Laut Michael Isfort und anderer Experten ist das deutsche Pflegesystem im internationalen Vergleich nicht konkurrenzfähig und wenig attraktiv.
Die Bezahlung und ihr Sozialprestige sind im europäischen Vergleich schlecht. Das gilt besonders für die Altenpflege. Um den belastenden Arbeitsbedingungen zu entgehen, arbeiten Pflegende in Teilzeit, geben den Beruf auf oder wandern in Länder mit besseren Arbeits- und Entlohnungsbedingungen ab, z. B. nach Skandinavien, in die Benelux-Staaten, nach Österreich oder Großbritannien.
In den „pflegerischen“ Vorbildländern wie Belgien, Niederlande oder den skandinavischen Ländern ist die Pflege längst als eigenständige Profession auf Augenhöhe mit der Medizin angekommen. Pflege ist eine öffentliche Aufgabe und wird aus Steuergeldern bezahlt. Die Kommunen organisieren die Pflege.

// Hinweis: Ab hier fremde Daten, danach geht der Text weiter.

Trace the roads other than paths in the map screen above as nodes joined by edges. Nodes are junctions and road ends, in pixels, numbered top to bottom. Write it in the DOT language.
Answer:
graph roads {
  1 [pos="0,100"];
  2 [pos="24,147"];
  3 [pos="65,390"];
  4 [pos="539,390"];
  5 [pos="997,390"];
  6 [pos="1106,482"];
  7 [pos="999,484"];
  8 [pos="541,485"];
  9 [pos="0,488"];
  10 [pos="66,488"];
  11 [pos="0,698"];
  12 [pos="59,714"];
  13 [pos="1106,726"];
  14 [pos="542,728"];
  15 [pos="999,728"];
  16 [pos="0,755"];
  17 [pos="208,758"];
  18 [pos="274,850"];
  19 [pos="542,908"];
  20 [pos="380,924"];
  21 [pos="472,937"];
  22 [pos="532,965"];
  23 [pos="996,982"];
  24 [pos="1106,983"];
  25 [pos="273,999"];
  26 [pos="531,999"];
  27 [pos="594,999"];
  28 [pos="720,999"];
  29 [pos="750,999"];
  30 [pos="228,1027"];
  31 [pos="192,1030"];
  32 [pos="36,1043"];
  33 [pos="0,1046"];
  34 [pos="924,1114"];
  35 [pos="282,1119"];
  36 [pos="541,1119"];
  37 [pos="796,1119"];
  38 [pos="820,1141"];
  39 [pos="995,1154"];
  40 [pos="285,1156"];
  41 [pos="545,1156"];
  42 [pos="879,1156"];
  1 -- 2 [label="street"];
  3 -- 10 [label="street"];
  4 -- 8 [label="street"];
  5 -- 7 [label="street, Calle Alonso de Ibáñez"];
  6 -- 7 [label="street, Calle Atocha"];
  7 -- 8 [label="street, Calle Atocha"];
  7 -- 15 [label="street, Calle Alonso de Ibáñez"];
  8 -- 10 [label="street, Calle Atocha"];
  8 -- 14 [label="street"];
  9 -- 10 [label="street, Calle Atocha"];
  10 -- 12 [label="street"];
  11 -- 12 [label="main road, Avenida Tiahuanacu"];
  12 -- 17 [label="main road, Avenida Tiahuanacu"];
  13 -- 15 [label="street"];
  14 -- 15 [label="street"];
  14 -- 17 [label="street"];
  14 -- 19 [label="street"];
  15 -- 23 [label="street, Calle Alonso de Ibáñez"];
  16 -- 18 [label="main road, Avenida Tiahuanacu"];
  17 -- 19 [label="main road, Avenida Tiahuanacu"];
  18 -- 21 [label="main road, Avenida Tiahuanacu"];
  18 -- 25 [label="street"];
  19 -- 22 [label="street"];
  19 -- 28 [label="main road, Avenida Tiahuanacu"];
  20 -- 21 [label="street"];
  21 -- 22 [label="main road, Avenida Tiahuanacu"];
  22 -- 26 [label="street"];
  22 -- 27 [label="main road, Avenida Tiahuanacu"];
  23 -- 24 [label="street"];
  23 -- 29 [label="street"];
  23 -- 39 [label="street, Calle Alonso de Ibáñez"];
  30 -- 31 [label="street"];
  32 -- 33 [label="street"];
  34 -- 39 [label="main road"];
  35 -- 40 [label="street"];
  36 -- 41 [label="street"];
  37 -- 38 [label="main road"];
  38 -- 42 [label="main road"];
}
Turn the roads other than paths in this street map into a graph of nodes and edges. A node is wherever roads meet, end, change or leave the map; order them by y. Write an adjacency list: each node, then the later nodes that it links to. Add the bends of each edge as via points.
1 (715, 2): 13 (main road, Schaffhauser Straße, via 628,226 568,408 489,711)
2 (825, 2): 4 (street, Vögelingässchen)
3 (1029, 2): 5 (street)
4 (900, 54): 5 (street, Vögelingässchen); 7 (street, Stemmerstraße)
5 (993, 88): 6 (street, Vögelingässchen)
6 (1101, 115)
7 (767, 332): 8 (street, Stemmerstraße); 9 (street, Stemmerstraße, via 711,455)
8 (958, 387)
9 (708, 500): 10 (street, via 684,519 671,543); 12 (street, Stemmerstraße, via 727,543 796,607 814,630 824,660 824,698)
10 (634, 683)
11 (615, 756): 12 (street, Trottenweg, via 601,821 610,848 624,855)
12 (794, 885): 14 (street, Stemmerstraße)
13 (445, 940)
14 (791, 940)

In Dänemark beginnt die Pflege niedrigschwellig: Ab 75 Jahren hat jeder Bürger einen Anspruch auf präventive Hausbesuche. Dort schauen die Gemeinden schon vor der eigentlichen Pflegebedürftigkeit nach ihren „Schützlingen“. Pflegehelfer sorgen für menschliche Nähe, führen ein sanftes Muskeltraining durch, helfen bei der Körperpflege und der Medikamentensortierung. Der Patient soll so lange wie möglich in seinem gewohnten zu Hause bleiben können. Der Pflegeberuf in Dänemark ist ein angesehener Beruf und hat auch Zulauf von ausländischen Pflegekräften.